I am assuming that air pressure is air pressure...in a sealed box, and a single chamber box should be fine, but I just want to make sure.

I hope someone 'chimes' in to help us.


----------



## Vitty (Feb 26, 2011)

From my minimal research so far I am leaning towards putting a divider in to separate my box into two chambers. We'll see what consensus is on here.


----------



## Born2Rock (Aug 26, 2009)

Have you got your box measurements, and have started cutting the wood?


----------



## Vitty (Feb 26, 2011)

I do have the measurements. Have not started cutting. Was going to post a question about cutting an angled box in here along with a drawing of the box side profile, but it won't let me post a picture until I reach 30 posts. Dang dang.


----------



## Born2Rock (Aug 26, 2009)

...gotta earn your stripes, brotha ! 

Just keep reading threads and post. You'll get there soon enough.

Good Luck !


----------



## BEAVER (May 26, 2007)

With a sealed enclosure a single chamber is fine, as long as it is braced well. Ported enclosures are iffy, because if something were to happen to one sub it would really throw off the tuning and potentially destroy the other, as well.


----------



## Born2Rock (Aug 26, 2009)

Thanx Beaver...that's what I wanted to hear. You da man. 
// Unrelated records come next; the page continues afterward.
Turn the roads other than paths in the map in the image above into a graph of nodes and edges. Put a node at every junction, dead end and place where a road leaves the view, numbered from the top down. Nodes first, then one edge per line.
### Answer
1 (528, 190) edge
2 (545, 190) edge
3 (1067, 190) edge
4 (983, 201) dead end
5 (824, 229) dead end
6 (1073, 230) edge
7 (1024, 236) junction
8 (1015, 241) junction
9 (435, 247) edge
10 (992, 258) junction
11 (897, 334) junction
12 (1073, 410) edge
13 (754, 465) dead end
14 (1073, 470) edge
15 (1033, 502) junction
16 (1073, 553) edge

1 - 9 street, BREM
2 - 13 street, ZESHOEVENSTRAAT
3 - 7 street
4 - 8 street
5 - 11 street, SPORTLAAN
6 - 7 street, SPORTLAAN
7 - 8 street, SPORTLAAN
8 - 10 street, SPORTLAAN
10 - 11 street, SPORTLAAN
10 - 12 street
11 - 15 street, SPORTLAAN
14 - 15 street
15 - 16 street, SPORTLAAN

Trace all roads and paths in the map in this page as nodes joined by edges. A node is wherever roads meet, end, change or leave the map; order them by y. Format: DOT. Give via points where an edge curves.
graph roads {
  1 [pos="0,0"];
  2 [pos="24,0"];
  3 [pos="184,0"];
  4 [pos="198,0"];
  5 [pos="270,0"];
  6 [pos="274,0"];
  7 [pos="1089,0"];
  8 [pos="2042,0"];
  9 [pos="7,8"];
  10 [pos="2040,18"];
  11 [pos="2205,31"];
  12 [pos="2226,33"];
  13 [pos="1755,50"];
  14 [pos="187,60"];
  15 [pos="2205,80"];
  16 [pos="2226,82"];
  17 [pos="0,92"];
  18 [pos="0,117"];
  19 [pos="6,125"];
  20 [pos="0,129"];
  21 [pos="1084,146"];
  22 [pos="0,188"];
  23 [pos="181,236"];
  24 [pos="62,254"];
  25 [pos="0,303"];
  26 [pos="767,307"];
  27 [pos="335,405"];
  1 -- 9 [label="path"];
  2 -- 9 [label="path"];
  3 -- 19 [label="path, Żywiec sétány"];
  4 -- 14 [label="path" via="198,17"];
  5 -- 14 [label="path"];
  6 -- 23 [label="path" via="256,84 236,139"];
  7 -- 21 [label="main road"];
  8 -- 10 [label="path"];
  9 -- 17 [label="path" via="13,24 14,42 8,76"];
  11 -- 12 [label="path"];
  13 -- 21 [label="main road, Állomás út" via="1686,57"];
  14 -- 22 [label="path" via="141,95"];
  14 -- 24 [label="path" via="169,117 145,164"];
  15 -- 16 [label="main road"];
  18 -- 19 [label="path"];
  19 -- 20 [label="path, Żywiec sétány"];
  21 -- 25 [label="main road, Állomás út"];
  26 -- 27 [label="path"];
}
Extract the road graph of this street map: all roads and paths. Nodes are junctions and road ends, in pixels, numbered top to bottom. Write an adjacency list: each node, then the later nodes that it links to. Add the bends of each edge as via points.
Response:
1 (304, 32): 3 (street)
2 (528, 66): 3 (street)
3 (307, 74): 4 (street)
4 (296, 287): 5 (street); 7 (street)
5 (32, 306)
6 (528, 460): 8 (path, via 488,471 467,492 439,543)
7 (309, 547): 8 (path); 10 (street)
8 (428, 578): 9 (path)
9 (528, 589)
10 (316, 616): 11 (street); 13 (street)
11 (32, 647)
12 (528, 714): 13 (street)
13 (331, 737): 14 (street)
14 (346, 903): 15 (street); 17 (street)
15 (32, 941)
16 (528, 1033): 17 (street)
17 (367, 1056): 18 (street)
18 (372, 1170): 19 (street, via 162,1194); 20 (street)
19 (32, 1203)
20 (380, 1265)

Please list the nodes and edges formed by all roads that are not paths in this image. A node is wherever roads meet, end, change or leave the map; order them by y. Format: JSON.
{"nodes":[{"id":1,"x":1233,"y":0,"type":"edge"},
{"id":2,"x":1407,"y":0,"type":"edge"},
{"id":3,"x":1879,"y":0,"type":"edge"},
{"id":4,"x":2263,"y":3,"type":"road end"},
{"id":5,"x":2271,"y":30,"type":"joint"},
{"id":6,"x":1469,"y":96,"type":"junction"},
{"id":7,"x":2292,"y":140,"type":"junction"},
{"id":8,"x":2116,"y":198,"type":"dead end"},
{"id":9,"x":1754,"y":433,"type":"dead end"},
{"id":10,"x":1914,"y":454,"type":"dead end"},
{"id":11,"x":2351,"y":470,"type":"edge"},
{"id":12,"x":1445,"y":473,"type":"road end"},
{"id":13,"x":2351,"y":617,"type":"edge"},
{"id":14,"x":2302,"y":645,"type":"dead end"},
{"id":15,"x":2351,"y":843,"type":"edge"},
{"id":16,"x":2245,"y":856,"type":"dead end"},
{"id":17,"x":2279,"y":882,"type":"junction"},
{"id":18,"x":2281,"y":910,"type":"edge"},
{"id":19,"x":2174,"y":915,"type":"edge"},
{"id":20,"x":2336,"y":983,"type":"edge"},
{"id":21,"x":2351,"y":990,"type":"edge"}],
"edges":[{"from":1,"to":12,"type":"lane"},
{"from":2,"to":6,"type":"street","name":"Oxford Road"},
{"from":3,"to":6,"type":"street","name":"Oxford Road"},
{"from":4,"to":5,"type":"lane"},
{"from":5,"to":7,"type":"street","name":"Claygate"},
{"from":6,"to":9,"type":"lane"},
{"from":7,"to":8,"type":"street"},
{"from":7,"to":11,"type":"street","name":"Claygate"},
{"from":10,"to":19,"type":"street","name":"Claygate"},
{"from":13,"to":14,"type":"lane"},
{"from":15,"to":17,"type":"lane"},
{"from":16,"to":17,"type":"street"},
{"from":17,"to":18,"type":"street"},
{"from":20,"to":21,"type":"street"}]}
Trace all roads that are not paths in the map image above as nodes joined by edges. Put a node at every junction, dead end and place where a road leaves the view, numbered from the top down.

I appreciate your experienced answer.

Rock On,


----------



## Vitty (Feb 26, 2011)

Well that certainly makes box building easier. However, the larger the box gets the more bracing you will need. Might be worth it to separate them just to give the box a bit more rigidity. In my case my box is 48.5" wide. That would leave a lot of room for flexing. If I have to add bracing I may as well turn it into a separator.


----------



## Born2Rock (Aug 26, 2009)

Can you elaborate. 

What do you mean by " more rigidity " ?


----------



## tintbox (Oct 25, 2008)

One big chamber you going need some bracing. Doing individual chambers will give the proper bracing you need.


----------



## wheezit (Jan 23, 2011)

Always separate sub chambers. It solves any bracing issues and prevents damage in case of one blowing. Technically unless each sub is identical, impossible due to mfg proceses, they arent behaving identically so it only makes sense to separate them. I look at it this way, no two drivers are identical and no two drivers prefer the same box, so why should they share one. In certain enclosures, you can actually tune two subs of same model to different freq based on placement in baffle. This technique is exactly why I never use common chamber in sealed or ported, whereas a properly made dual bass reflex actually benefits from it


----------



## Born2Rock (Aug 26, 2009)

Now that makes sense.


----------



## Born2Rock (Aug 26, 2009)

I just realized that my box is 10% larger than it should be (without the needed seperating walls). If I add new double thickness walls inside the box, to make seperate enclosures for each 10W6v2 speaker, I can get the box to be only 2.5% larger than JL requires.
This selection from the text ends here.